> _Saved entries_:
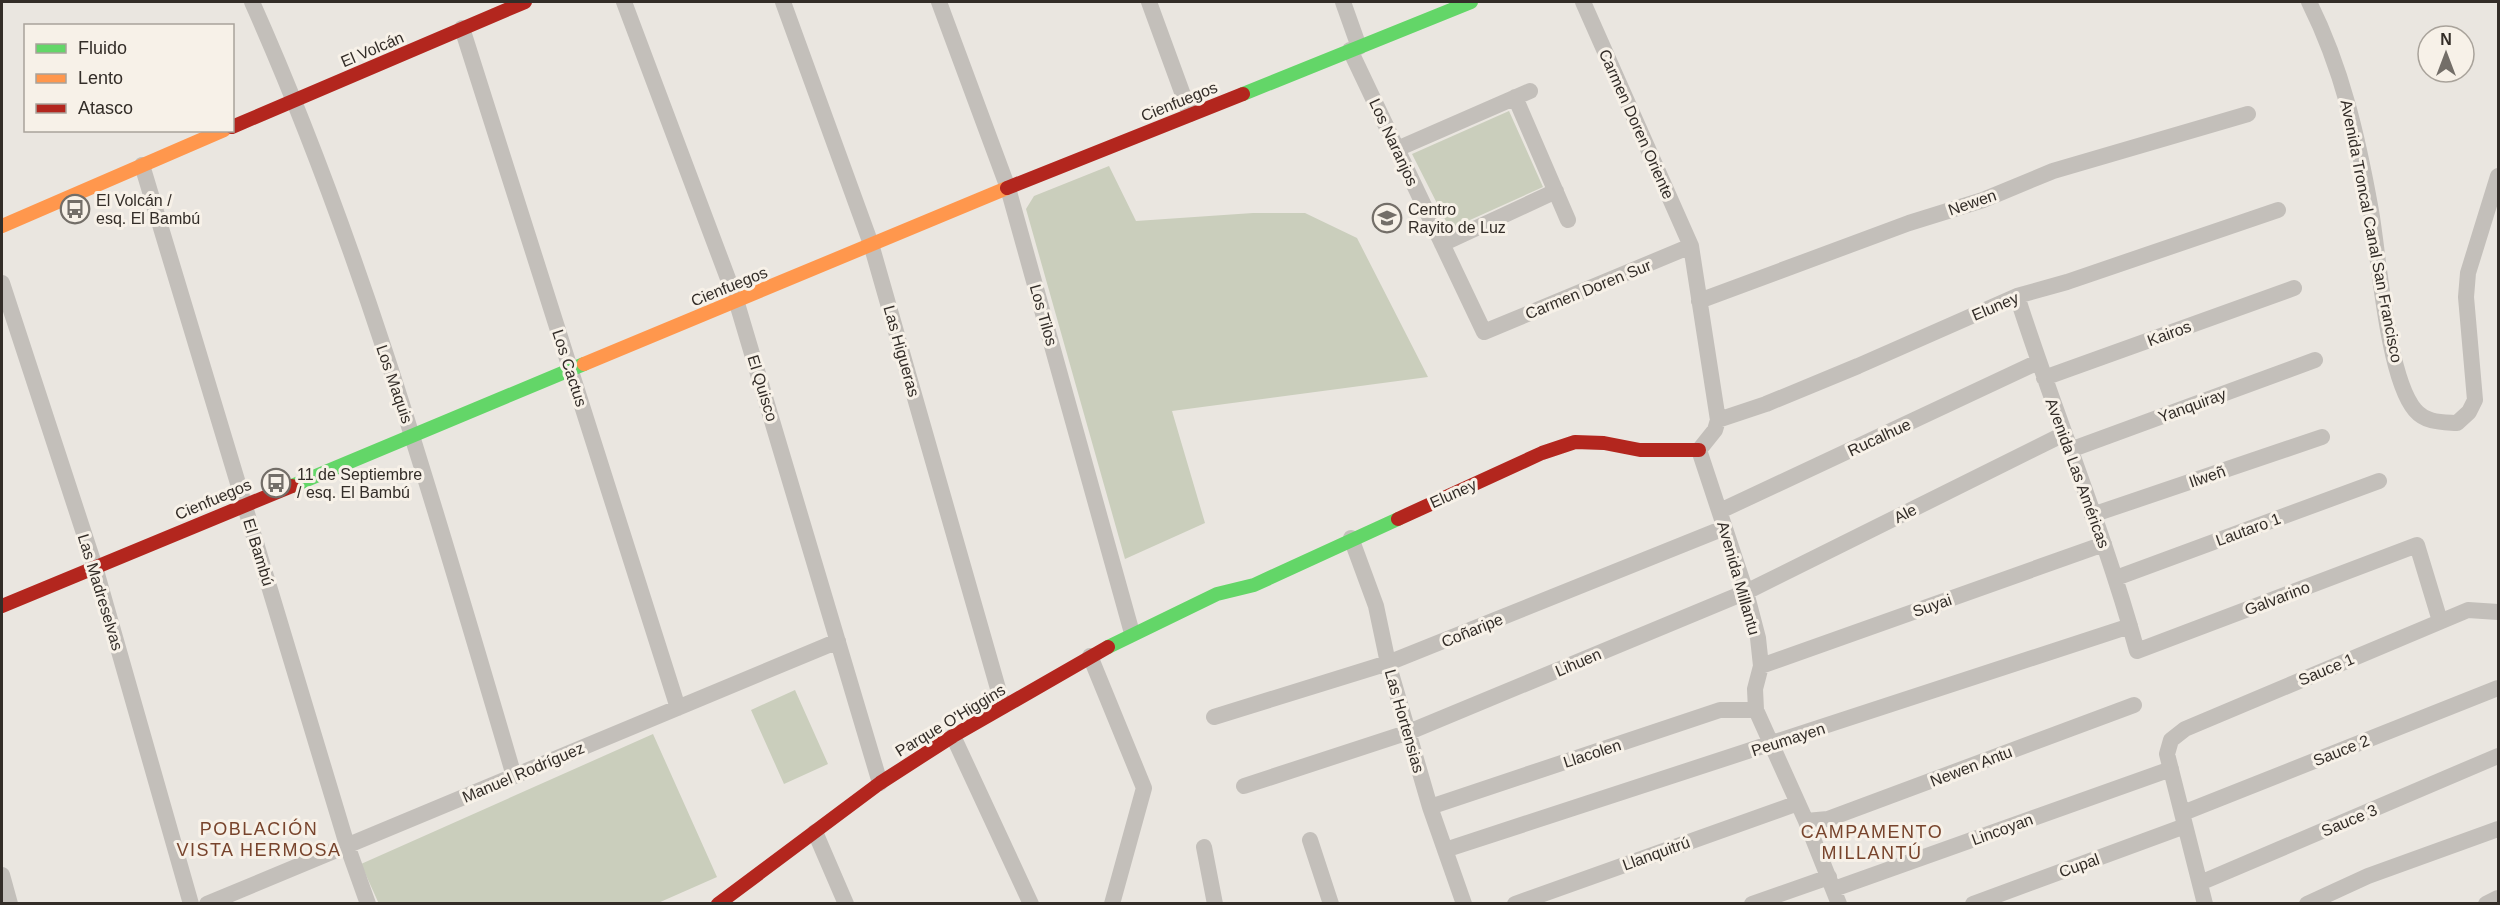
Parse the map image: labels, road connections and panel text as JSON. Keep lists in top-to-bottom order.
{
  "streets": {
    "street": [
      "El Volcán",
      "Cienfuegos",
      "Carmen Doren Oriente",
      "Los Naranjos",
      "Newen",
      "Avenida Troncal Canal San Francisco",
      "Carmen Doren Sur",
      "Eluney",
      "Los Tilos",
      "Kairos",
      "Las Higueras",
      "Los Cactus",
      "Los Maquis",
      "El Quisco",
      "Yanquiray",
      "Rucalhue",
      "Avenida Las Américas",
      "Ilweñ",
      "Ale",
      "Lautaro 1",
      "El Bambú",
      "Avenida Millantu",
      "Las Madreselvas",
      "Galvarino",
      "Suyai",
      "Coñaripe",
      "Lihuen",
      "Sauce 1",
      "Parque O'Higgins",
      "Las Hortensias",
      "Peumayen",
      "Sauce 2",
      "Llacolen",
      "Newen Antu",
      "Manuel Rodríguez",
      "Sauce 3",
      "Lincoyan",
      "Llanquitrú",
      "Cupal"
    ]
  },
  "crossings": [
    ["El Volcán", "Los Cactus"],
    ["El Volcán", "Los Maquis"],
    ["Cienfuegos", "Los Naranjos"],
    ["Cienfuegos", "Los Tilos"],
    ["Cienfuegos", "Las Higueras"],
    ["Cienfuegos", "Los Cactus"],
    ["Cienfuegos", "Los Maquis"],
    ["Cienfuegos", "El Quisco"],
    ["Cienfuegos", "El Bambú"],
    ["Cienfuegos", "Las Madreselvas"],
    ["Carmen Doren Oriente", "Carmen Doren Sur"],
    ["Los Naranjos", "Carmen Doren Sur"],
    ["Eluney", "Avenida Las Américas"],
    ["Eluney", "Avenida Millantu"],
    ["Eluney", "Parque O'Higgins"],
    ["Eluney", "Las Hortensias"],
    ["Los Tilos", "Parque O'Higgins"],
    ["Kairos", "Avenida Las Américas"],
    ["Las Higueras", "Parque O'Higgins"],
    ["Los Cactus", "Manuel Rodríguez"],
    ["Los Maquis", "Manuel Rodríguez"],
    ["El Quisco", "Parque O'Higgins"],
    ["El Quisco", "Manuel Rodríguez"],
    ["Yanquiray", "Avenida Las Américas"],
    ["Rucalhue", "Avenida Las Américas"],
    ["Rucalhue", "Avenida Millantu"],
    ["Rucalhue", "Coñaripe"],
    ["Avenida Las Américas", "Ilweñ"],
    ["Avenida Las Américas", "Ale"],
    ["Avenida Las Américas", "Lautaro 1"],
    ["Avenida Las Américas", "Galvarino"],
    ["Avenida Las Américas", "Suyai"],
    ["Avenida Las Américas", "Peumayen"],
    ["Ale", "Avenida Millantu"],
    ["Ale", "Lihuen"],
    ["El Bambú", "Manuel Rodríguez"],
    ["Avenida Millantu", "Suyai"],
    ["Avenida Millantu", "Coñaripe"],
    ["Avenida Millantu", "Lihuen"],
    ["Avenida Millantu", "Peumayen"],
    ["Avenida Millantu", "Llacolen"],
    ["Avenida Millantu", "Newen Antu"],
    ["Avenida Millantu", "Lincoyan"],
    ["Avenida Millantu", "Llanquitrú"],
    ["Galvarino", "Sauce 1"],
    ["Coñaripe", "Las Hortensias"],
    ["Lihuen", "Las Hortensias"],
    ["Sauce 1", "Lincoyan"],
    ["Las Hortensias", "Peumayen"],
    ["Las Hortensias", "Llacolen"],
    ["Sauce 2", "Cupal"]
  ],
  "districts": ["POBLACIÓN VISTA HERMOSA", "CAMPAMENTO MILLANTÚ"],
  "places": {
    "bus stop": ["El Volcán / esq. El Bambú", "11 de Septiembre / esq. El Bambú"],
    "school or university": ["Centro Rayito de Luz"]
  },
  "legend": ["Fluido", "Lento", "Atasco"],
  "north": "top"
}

> _THE PROBLEM_:
Collect the lines of the records that include the string "Doren".

> _TASK OUTPUT_:
      "Carmen Doren Oriente",
      "Carmen Doren Sur",
    ["Carmen Doren Oriente", "Carmen Doren Sur"],
    ["Los Naranjos", "Carmen Doren Sur"],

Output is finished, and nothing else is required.